Extract from the listing each line in which the word "Castroper" appears.

□ □ □ □ □

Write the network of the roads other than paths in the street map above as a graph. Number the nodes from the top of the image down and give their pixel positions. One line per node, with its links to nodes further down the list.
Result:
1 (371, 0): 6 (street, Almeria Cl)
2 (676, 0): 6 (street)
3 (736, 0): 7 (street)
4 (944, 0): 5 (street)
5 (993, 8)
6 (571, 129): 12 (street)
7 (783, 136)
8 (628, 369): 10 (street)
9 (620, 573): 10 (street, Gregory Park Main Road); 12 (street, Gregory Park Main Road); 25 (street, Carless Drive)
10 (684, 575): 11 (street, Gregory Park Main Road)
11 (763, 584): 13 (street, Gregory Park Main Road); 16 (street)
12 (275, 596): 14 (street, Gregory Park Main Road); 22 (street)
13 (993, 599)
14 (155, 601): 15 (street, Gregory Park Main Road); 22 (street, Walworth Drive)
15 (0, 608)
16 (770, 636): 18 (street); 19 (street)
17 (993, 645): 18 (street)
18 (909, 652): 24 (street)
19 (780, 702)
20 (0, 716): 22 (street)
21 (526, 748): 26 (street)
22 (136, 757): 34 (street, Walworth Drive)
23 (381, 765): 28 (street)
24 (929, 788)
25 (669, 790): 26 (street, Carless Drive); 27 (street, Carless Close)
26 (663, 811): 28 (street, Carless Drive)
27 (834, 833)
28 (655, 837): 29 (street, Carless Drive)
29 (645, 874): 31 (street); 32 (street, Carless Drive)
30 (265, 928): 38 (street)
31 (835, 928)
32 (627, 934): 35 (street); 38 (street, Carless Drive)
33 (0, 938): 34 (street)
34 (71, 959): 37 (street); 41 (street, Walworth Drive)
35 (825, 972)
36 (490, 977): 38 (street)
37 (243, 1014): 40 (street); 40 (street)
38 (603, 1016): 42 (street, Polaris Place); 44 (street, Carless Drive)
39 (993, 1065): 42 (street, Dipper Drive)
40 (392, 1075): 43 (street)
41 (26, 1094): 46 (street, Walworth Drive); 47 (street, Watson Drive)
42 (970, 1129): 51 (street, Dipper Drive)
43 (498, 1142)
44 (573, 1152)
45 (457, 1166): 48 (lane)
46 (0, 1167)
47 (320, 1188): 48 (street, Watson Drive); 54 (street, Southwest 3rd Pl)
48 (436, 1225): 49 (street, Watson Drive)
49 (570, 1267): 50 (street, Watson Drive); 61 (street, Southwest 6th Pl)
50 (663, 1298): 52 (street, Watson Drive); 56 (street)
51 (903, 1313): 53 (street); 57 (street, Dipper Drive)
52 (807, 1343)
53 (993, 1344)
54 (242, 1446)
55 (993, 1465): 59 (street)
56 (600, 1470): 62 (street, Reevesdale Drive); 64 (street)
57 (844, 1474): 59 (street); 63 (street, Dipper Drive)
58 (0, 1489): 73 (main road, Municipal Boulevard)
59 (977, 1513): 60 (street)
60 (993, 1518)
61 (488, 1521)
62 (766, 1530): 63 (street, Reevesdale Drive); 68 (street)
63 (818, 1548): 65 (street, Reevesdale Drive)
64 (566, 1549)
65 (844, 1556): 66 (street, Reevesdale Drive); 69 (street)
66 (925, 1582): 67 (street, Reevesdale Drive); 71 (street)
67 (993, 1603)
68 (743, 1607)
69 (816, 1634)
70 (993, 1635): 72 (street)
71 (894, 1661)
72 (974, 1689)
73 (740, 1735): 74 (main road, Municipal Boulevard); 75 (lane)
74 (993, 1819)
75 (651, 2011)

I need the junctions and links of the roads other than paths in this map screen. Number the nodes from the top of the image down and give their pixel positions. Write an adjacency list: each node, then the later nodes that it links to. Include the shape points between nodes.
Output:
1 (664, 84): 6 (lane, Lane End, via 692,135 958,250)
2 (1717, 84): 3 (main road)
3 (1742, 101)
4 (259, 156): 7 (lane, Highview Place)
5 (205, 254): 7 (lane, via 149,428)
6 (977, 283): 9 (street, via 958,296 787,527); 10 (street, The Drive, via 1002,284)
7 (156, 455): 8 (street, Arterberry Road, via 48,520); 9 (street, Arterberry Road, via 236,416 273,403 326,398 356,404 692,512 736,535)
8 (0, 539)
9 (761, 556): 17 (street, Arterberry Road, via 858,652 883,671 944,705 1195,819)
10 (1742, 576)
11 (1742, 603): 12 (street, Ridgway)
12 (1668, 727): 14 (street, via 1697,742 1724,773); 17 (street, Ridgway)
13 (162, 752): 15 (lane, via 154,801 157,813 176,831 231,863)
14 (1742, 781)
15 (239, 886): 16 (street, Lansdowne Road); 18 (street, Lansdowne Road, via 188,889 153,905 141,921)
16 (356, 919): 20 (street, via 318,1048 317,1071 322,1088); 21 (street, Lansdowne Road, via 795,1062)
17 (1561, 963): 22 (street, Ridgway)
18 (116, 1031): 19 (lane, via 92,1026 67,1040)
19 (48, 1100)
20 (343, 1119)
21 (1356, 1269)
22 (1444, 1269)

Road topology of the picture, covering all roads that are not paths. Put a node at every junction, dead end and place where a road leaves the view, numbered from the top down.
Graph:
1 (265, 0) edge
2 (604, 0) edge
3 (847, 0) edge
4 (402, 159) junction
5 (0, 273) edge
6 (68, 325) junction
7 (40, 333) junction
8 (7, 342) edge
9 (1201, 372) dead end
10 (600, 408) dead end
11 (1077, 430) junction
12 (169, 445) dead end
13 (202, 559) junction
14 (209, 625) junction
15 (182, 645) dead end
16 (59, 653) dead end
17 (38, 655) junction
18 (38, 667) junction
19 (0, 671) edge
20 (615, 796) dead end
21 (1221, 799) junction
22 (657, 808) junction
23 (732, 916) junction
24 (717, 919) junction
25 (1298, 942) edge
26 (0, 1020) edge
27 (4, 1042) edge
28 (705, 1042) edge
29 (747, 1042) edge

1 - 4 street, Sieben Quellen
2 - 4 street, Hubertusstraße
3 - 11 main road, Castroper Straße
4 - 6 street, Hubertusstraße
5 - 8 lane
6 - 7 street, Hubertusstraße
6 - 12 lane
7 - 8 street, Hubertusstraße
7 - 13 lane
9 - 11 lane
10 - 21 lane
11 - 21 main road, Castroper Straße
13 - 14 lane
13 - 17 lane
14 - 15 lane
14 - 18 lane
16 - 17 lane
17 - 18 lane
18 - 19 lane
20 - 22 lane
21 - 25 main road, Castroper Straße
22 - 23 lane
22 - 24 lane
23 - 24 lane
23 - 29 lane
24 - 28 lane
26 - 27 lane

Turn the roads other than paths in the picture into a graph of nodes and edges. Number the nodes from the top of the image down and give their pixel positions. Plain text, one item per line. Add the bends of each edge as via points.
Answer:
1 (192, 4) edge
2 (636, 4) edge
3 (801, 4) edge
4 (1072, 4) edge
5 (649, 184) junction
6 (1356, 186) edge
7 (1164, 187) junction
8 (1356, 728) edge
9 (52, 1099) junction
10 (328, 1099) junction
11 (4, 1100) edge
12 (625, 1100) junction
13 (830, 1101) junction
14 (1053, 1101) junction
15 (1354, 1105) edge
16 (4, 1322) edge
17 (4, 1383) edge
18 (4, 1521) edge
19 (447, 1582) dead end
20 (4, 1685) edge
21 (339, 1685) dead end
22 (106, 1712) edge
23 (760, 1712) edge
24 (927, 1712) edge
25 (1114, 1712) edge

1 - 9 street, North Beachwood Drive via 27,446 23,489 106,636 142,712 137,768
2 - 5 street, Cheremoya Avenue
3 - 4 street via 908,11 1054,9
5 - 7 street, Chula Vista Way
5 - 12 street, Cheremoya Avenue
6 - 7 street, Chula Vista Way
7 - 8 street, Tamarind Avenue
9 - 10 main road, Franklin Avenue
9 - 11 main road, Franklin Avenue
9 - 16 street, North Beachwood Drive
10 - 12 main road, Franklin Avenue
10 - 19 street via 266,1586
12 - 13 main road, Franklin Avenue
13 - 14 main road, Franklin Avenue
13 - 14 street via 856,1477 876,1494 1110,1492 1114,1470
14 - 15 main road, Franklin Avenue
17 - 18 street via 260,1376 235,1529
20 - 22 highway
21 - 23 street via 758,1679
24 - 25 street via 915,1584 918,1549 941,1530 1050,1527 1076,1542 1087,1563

□ □ □ □ □

Response to the task>
3 - 11 main road, Castroper Straße
11 - 21 main road, Castroper Straße
21 - 25 main road, Castroper Straße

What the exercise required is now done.